まじか。そういえばマー君にも付き合い始めてしばらく経った頃に同じようなこと言われたな。どうやら私も自分で気づかないうちに変わっているらしい。


「近寄り難い感じじゃなくなったのはきっとみんなのおかげだな。みんなが優しいから過剰な警戒心が薄れていった気がする」

「私たちは友達に恵まれたね」

「そうだね。コトリちゃんだってその友達の1人だよ」

私がそう言うと彼女は少し頬を赤らめる。やだ、可愛い。この子本当に持って帰っちゃダメかな。


「はい、雑談おしまい!リホちゃんもニヤニヤしてないで勉強に戻る!」

恥ずかしさに耐えられなくなったコトリちゃんが勉強の再開を指示してくる。


「さっ、勉強頑張らなくちゃ。受験終わったらミナラスも待ってることだし」

コトリちゃんとの雑談で回復した私はやる気が漲っている。


「うん、頑張ろう。イベントも高校最後の思い出になるからね。セイヤ君も言ってた通り派手にやらなくちゃ!」

そう意気込むコトリちゃんの目もやる気で漲っているようだった。


高校生活もあと少し。私たちはいったいどんな結末を迎えるのだろうか。


◇◆◇◆◇◆◇◆◇◆◇◆◇◆◇◆◇◆◇◆◇◆◇◆◇◆◇◆◇◆


朝のホームルームが始まる1時間前に学校に着く。2月ももうすぐ終わりだというのに今日はかなり寒い。アスファルトには少しだけ雪が積もっている。

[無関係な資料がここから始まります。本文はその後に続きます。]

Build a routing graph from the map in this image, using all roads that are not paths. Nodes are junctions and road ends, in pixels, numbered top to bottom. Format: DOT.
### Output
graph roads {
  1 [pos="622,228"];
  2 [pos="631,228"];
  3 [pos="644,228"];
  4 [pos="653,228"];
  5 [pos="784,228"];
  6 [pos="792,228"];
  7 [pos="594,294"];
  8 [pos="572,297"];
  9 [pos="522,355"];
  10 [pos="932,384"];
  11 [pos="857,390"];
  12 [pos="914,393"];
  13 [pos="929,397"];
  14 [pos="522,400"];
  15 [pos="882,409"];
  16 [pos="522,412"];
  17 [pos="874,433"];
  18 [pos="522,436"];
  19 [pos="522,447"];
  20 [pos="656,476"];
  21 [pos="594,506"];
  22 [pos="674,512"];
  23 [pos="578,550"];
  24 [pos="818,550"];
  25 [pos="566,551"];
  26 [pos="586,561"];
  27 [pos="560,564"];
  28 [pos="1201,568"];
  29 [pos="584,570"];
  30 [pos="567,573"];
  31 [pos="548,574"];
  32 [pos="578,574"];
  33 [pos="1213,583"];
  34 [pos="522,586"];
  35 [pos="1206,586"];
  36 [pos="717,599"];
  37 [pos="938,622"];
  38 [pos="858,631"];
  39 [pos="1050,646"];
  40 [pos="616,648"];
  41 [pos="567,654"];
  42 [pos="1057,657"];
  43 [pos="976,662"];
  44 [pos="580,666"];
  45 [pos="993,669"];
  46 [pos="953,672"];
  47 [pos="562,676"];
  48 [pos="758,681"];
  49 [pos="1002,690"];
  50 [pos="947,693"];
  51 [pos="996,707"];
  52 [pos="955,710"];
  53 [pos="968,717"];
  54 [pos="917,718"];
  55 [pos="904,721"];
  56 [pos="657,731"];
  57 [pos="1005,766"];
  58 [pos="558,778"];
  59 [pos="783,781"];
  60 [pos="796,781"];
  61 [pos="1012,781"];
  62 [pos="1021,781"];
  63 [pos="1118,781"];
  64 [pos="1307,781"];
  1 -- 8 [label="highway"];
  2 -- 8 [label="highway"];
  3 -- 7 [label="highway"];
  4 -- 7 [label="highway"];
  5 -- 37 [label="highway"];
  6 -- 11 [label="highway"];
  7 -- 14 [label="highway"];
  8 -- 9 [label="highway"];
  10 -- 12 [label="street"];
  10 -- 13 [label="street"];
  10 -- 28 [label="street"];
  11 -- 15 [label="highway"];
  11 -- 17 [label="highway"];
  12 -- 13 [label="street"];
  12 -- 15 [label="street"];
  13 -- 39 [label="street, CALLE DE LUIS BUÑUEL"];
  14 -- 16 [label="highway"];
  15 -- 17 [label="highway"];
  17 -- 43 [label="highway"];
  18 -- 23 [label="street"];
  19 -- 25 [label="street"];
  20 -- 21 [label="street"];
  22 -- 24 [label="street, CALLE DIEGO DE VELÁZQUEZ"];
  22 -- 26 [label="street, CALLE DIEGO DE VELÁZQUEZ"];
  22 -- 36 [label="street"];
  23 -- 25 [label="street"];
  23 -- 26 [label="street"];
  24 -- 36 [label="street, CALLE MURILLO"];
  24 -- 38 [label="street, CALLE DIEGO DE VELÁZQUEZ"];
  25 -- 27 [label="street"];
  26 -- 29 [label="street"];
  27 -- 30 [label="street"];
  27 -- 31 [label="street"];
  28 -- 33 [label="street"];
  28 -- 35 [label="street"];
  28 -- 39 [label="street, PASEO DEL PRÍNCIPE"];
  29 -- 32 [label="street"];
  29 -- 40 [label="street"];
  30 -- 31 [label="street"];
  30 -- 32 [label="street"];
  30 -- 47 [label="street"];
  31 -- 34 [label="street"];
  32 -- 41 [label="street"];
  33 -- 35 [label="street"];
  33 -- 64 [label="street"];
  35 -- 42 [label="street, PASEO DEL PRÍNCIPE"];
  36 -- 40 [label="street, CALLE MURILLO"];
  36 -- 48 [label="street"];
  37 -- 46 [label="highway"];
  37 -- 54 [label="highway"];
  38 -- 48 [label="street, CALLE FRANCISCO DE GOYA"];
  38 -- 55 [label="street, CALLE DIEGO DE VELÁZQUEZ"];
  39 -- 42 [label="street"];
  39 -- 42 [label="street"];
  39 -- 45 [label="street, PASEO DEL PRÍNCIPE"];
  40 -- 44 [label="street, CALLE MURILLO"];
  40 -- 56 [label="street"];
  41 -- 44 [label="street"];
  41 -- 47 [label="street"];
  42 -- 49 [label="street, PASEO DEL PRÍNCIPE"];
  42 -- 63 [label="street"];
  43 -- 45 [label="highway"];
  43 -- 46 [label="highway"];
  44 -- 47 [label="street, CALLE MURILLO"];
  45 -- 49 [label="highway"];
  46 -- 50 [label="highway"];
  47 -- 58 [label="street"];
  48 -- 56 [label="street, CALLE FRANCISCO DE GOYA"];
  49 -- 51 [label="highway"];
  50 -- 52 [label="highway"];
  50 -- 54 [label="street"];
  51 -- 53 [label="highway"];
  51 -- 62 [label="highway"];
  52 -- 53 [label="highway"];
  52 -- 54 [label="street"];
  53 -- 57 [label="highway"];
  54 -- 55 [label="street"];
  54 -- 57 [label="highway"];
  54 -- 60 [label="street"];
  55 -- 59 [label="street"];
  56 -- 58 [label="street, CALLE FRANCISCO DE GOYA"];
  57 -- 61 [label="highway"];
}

いつもは遅刻ギリギリの時刻に登校することの多い俺が1時間も早く学校に来てしまったのは、意外と高校生活が終わる事実に名残惜しさを覚えているからかもしれない。


下駄箱で『アサガオ』と書かれた箱を開き、通学用のローファーを入れる。校舎には生徒の姿はほとんど確認できず、まだ薄暗い廊下が少しだけ心地いい。教室の中に入る。まだ誰も来ていないようで、電気もついていない教室はやけに広く感じる。室内も凍えるほど寒いので、温かい飲み物でも買おうと再び廊下へと出る。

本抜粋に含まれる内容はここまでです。